• **WHAT TO DO**:
Make an exact copy of the records below, leaving every image out.

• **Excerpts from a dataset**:
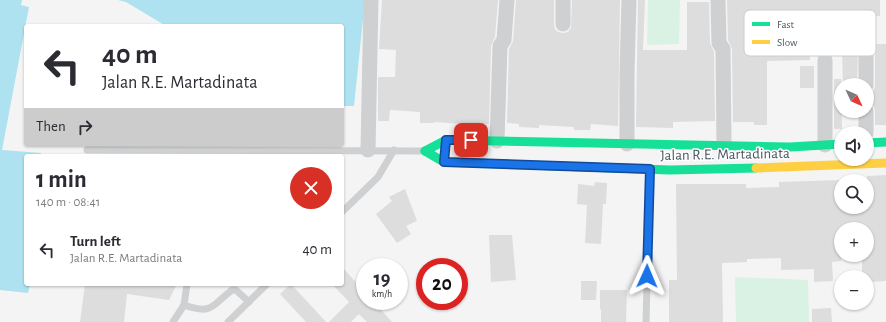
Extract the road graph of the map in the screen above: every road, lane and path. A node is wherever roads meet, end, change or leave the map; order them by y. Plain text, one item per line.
1 (372, 0) edge
2 (507, 0) edge
3 (563, 0) edge
4 (629, 0) edge
5 (718, 0) edge
6 (563, 24) dead end
7 (866, 56) edge
8 (825, 60) dead end
9 (866, 78) edge
10 (446, 140) junction
11 (497, 141) junction
12 (886, 142) edge
13 (874, 143) edge
14 (627, 144) junction
15 (834, 144) edge
16 (724, 145) junction
17 (825, 145) junction
18 (126, 147) edge
19 (87, 150) dead end
20 (368, 150) junction
21 (394, 150) junction
22 (425, 151) junction
23 (444, 162) junction
24 (886, 163) edge
25 (650, 169) junction
26 (344, 210) edge
27 (187, 286) edge
28 (265, 286) edge
29 (248, 302) junction
30 (184, 305) junction
31 (174, 322) edge
32 (228, 322) edge
33 (646, 322) edge

1 - 20 street
2 - 11 street
3 - 6 street
4 - 14 street
5 - 16 street
7 - 9 street
8 - 17 street
10 - 11 street, Jalan R.E. Martadinata
10 - 22 street
10 - 23 street
11 - 14 street, Jalan R.E. Martadinata
12 - 13 street
14 - 16 street, Jalan R.E. Martadinata
15 - 17 street, Jalan R.E. Martadinata
16 - 17 street, Jalan R.E. Martadinata
18 - 19 lane
18 - 20 lane
20 - 21 lane
21 - 22 lane
21 - 26 lane
22 - 23 street
23 - 25 street, Jalan R.E. Martadinata
24 - 25 street, Jalan R.E. Martadinata
25 - 33 lane
27 - 30 lane
28 - 29 lane
29 - 30 lane
29 - 32 lane
30 - 31 lane

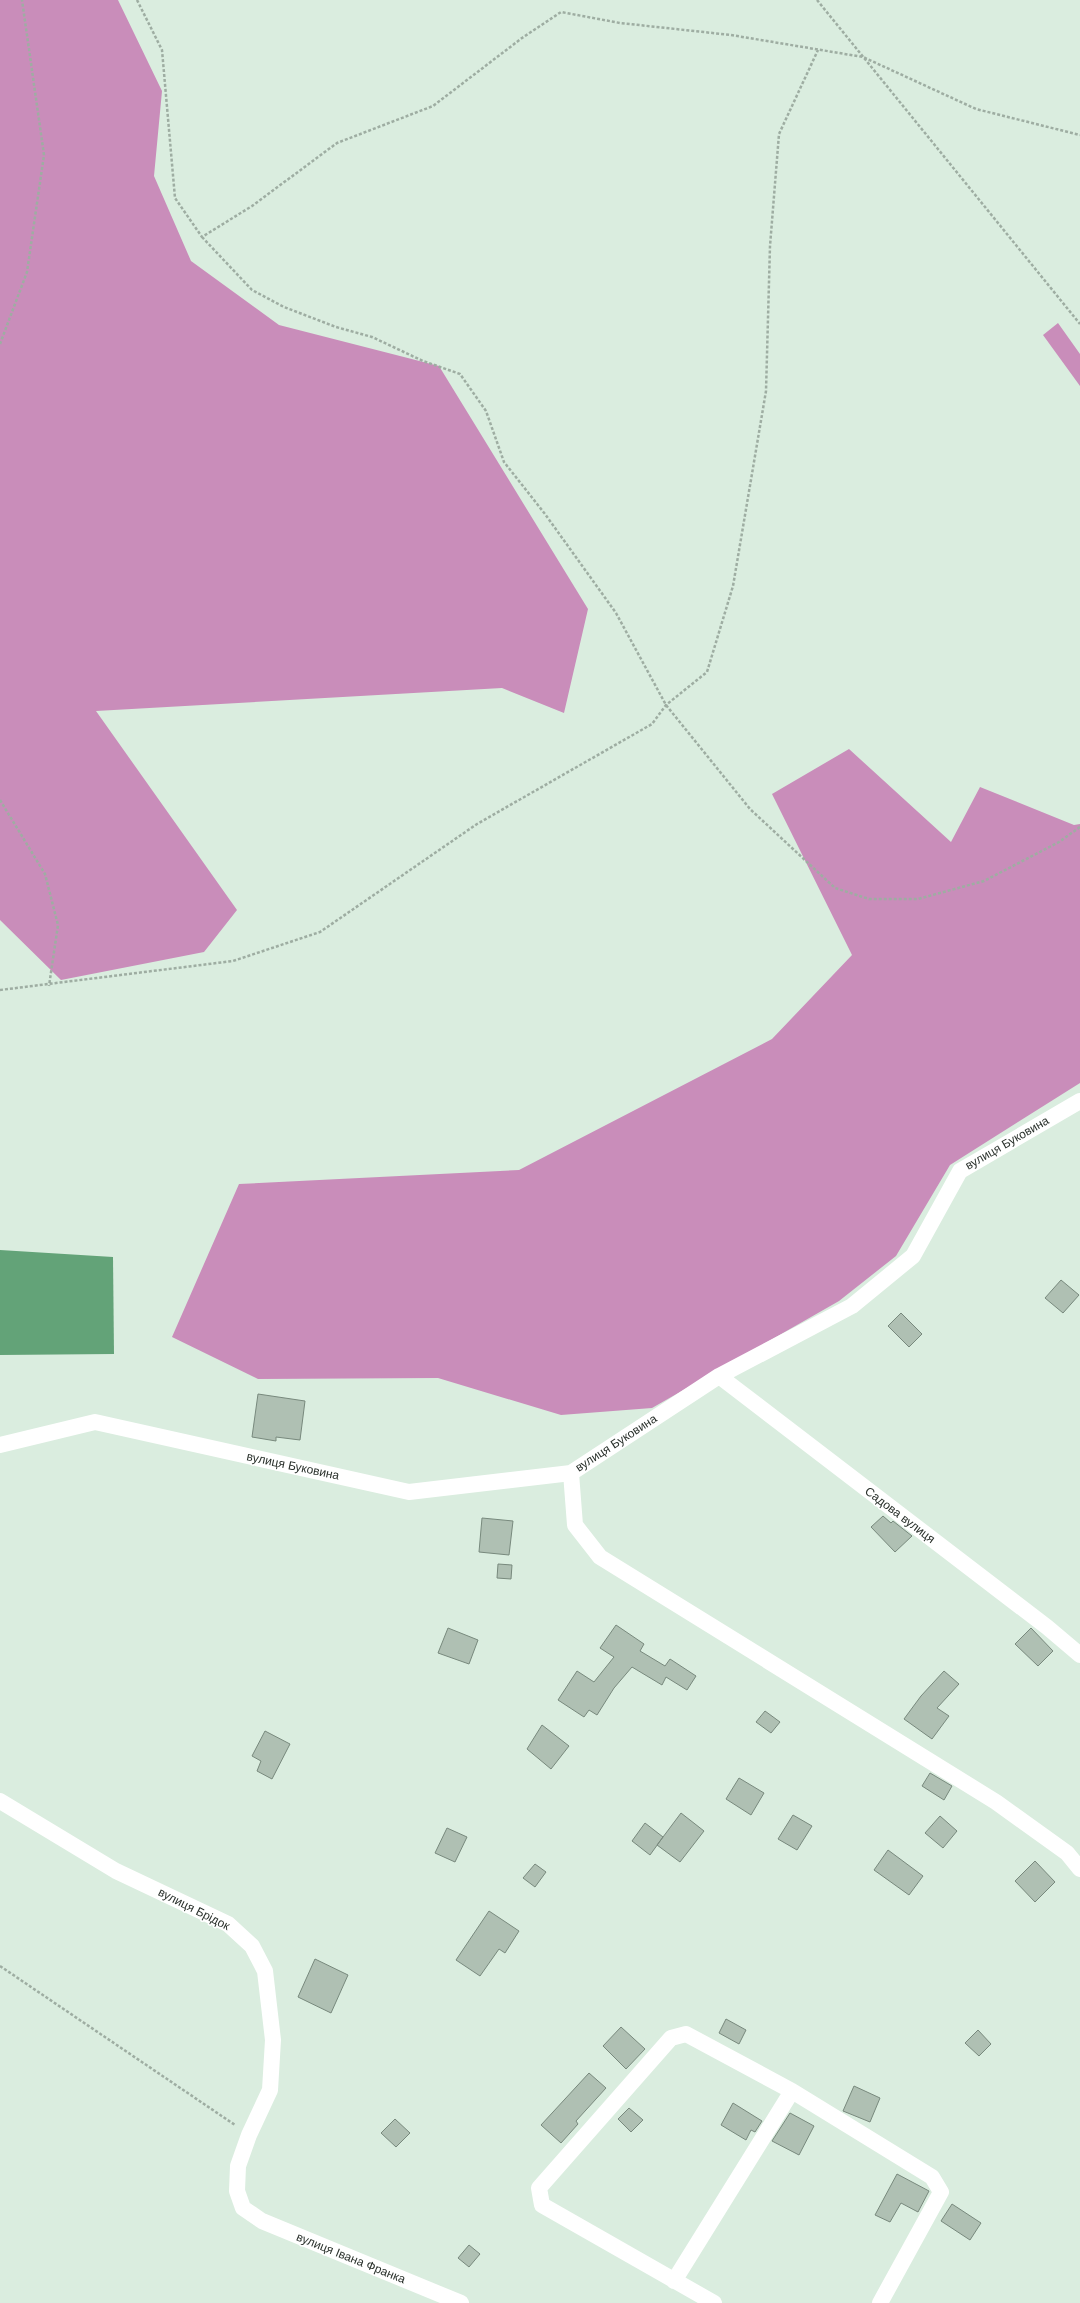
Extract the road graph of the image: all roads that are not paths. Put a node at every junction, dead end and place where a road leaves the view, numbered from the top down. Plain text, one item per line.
1 (1080, 1100) edge
2 (719, 1376) junction
3 (0, 1445) edge
4 (571, 1473) junction
5 (1080, 1655) edge
6 (0, 1801) edge
7 (1080, 1869) edge
8 (792, 2091) junction
9 (243, 2208) joint
10 (674, 2281) junction
11 (461, 2303) edge
12 (714, 2303) edge
13 (880, 2303) edge

1 - 2 street, вулиця Буковина
2 - 4 street, вулиця Буковина
2 - 5 street, Садова вулиця
3 - 4 street, вулиця Буковина
4 - 7 street
6 - 9 street, вулиця Брідок
8 - 10 street
8 - 10 street
8 - 13 street
9 - 11 street, вулиця Івана Франка
10 - 12 street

• **PROBLEM SOLUTION**:
Extract the road graph of the map in the screen above: every road, lane and path. A node is wherever roads meet, end, change or leave the map; order them by y. Plain text, one item per line.
1 (372, 0) edge
2 (507, 0) edge
3 (563, 0) edge
4 (629, 0) edge
5 (718, 0) edge
6 (563, 24) dead end
7 (866, 56) edge
8 (825, 60) dead end
9 (866, 78) edge
10 (446, 140) junction
11 (497, 141) junction
12 (886, 142) edge
13 (874, 143) edge
14 (627, 144) junction
15 (834, 144) edge
16 (724, 145) junction
17 (825, 145) junction
18 (126, 147) edge
19 (87, 150) dead end
20 (368, 150) junction
21 (394, 150) junction
22 (425, 151) junction
23 (444, 162) junction
24 (886, 163) edge
25 (650, 169) junction
26 (344, 210) edge
27 (187, 286) edge
28 (265, 286) edge
29 (248, 302) junction
30 (184, 305) junction
31 (174, 322) edge
32 (228, 322) edge
33 (646, 322) edge

1 - 20 street
2 - 11 street
3 - 6 street
4 - 14 street
5 - 16 street
7 - 9 street
8 - 17 street
10 - 11 street, Jalan R.E. Martadinata
10 - 22 street
10 - 23 street
11 - 14 street, Jalan R.E. Martadinata
12 - 13 street
14 - 16 street, Jalan R.E. Martadinata
15 - 17 street, Jalan R.E. Martadinata
16 - 17 street, Jalan R.E. Martadinata
18 - 19 lane
18 - 20 lane
20 - 21 lane
21 - 22 lane
21 - 26 lane
22 - 23 street
23 - 25 street, Jalan R.E. Martadinata
24 - 25 street, Jalan R.E. Martadinata
25 - 33 lane
27 - 30 lane
28 - 29 lane
29 - 30 lane
29 - 32 lane
30 - 31 lane

Extract the road graph of the image: all roads that are not paths. Put a node at every junction, dead end and place where a road leaves the view, numbered from the top down. Plain text, one item per line.
1 (1080, 1100) edge
2 (719, 1376) junction
3 (0, 1445) edge
4 (571, 1473) junction
5 (1080, 1655) edge
6 (0, 1801) edge
7 (1080, 1869) edge
8 (792, 2091) junction
9 (243, 2208) joint
10 (674, 2281) junction
11 (461, 2303) edge
12 (714, 2303) edge
13 (880, 2303) edge

1 - 2 street, вулиця Буковина
2 - 4 street, вулиця Буковина
2 - 5 street, Садова вулиця
3 - 4 street, вулиця Буковина
4 - 7 street
6 - 9 street, вулиця Брідок
8 - 10 street
8 - 10 street
8 - 13 street
9 - 11 street, вулиця Івана Франка
10 - 12 street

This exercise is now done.